Key words: WiFi channel state information (CSI), data augmentation, convolutional neural network–bidirectional long short-term memory (CNN-BiLSTM), generative adversarial network (GAN), siamese network, respiratory state recognition

摘要: 基于WiFi信道状态信息(CSI)的非接触式呼吸状态监测因其高隐私性、低成本及易部署等优势,在智慧医疗与居家健康领域展现出广泛应用前景。然而,呼吸状态数据在采集过程中易受环境干扰,导致信号质量下降;同时,受限于采集条件与隐私保护,样本数量有限,常存在小样本问题,且生成样本往往缺乏与真实样本在关键判别特征上的一致性,降低了增强数据的有效性;此外,不同呼吸模式间信号差异较小,进一步增加了分类识别难度,限制了多状态呼吸识别的研究深度。针对上述挑战,本文提出一种SiamGAN-CNNBiLSTM的呼吸状态识别系统。首先,构建包含正常呼吸、呼吸暂停、打喷嚏、打哈欠与咳嗽多状态呼吸数据集,并设计系统化的CSI信号预处理流程以提升信号质量;其次,提出融合生成对抗网络(GAN)与孪生网络(Siamese Network)的SiamGAN模块,通过生成器与判别器的对抗机制生成具有更高真实性的样本;同时,引入孪生编码器提取信号的128维本质特征,并在特征空间施加均方误差约束,以强化生成样本与真实样本在关键判别特征上的一致性。

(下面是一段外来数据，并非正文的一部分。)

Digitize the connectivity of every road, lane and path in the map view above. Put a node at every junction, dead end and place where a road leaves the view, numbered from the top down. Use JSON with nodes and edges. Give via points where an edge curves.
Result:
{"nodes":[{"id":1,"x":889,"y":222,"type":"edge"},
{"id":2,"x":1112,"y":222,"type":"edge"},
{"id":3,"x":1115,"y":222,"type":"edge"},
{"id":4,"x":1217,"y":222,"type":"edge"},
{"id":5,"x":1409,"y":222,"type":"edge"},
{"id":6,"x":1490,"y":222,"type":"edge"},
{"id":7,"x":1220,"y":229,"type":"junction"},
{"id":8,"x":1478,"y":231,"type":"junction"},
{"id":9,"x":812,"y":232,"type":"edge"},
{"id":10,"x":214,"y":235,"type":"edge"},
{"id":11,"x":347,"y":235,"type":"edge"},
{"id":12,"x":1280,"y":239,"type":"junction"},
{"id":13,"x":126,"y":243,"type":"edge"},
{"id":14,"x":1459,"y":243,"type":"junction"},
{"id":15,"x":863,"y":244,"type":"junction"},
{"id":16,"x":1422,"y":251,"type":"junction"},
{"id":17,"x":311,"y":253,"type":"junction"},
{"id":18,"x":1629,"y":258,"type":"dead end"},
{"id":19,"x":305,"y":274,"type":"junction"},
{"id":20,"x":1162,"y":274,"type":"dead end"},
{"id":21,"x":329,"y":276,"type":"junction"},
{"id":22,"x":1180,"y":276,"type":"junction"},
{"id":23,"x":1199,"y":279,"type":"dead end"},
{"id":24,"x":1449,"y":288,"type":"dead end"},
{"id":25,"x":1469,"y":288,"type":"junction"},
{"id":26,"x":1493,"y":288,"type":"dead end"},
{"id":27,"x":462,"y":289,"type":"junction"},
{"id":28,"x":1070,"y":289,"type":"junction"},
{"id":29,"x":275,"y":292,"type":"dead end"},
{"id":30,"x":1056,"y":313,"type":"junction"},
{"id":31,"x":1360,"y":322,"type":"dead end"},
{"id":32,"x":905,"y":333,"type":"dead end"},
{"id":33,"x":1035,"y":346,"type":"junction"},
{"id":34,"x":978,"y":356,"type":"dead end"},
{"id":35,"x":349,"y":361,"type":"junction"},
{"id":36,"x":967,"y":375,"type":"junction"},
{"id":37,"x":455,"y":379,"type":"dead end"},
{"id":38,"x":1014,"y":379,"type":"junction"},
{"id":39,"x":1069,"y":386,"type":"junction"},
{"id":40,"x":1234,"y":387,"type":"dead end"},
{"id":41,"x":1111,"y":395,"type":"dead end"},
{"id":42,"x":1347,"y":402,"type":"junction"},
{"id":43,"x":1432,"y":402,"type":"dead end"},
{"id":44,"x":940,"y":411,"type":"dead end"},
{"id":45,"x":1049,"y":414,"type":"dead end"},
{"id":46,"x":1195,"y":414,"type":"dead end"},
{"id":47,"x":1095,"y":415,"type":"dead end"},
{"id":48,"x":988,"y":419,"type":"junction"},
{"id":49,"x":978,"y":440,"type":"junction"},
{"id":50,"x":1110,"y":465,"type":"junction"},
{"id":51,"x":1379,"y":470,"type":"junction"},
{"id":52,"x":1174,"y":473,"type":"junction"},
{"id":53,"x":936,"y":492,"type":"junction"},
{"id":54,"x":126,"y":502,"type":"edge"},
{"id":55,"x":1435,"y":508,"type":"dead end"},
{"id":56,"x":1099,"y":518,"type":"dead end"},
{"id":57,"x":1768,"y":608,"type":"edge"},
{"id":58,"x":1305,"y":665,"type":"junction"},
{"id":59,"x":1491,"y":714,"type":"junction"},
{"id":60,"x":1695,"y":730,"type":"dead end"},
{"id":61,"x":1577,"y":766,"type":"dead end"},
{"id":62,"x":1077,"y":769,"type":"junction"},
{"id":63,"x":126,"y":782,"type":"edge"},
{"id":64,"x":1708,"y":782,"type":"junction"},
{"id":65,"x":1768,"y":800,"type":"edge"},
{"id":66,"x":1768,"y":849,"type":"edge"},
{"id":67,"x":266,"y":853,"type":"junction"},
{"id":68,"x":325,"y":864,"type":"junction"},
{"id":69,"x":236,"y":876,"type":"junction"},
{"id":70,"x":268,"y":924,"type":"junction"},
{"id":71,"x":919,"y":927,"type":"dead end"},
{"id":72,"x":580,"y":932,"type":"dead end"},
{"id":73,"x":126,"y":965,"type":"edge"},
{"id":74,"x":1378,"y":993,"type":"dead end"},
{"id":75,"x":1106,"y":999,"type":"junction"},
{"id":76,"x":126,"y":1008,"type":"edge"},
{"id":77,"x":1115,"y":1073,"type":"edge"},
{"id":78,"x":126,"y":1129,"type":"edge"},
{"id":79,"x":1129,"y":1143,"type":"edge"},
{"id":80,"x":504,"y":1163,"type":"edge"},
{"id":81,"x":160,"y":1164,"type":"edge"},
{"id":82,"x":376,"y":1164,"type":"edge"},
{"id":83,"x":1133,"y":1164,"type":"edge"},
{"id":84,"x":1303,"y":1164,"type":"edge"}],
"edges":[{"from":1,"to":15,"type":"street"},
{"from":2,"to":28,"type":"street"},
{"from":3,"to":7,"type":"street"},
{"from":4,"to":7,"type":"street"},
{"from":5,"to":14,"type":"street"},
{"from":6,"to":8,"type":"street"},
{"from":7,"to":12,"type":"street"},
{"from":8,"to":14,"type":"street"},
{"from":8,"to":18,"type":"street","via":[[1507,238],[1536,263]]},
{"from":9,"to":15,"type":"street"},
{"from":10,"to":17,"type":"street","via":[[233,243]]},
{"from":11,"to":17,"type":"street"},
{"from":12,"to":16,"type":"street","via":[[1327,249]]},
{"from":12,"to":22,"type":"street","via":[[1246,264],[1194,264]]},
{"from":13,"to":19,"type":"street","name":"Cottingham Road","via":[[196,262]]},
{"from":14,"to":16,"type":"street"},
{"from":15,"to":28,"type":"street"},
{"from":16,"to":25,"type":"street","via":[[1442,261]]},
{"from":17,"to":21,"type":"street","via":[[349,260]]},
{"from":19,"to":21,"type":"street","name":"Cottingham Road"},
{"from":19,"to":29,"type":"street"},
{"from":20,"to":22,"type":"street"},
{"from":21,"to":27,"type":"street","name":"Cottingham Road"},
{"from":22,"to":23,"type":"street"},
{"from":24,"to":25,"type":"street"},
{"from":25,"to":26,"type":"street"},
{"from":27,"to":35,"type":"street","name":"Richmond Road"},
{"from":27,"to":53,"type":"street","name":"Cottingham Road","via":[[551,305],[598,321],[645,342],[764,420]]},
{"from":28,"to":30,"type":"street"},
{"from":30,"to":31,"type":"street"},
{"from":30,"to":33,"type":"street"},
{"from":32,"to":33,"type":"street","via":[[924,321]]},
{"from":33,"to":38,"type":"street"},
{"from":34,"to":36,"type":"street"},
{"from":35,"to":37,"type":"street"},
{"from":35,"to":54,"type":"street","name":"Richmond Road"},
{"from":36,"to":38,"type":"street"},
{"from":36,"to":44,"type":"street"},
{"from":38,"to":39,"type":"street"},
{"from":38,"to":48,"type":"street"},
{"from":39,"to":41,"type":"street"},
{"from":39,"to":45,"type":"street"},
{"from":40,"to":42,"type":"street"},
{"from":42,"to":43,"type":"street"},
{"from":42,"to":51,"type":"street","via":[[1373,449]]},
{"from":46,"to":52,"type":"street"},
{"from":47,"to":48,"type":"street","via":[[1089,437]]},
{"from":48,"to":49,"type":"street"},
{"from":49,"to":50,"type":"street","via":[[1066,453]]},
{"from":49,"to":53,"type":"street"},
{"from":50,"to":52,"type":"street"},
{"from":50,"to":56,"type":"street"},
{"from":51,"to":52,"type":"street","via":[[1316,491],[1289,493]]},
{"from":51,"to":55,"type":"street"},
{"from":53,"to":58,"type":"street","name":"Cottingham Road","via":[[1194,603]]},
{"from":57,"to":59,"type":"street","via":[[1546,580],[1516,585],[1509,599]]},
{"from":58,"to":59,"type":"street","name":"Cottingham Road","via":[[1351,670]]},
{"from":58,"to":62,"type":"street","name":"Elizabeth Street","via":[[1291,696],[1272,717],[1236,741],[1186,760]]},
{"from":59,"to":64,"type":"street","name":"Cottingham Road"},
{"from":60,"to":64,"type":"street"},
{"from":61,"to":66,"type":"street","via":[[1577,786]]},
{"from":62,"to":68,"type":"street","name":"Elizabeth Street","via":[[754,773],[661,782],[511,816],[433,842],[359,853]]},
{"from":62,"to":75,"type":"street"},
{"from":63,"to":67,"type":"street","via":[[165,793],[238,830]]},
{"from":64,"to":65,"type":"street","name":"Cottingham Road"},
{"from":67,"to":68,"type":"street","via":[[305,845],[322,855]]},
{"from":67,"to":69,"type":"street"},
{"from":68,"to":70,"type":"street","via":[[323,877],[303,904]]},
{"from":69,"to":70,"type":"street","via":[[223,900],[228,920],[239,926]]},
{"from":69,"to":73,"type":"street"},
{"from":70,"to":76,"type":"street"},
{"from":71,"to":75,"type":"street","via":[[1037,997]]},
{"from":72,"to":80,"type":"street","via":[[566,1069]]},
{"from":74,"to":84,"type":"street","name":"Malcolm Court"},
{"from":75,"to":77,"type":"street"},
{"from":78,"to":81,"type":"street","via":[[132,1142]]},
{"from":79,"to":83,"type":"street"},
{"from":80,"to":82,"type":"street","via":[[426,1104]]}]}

该策略既增强了生成样本的判别性与泛化性,也有效保留了原始信号的物理属性,避免引入分类无关的高频噪声;最后,设计融合卷积神经网络(CNN)与双向长短期记忆网络(BiLSTM)的深度分类网络,充分挖掘呼吸信号的时空特征,实现多种呼吸状态的高精度识别。实验结果表明,所提SiamGAN-CNNBiLSTM方法在办公室场景中表现优异:与CNN-BiLSTM方法相比,准确率提升2.2个百分点,精确率提升2.3个百分点,召回率提升2.3个百分点,F1分数 提升2.3个百分点;与Transformer方法相比,准确率提升8.3个百分点,精确率提升8.2个百分点,召回率提升8.3个百分点,F1分数提升8.3个百分点。在走廊场景中,本方法的准确率达到96.7%,精确率、召回率和F1分数均为96.8%,仅较办公室场景略有下降,进一步表明了方法在不同环境下的鲁棒性与稳定性。

关键词: WiFi CSI, 数据增强, CNN-BiLSTM, 生成对抗网络, 孪生网络, 呼吸状态识别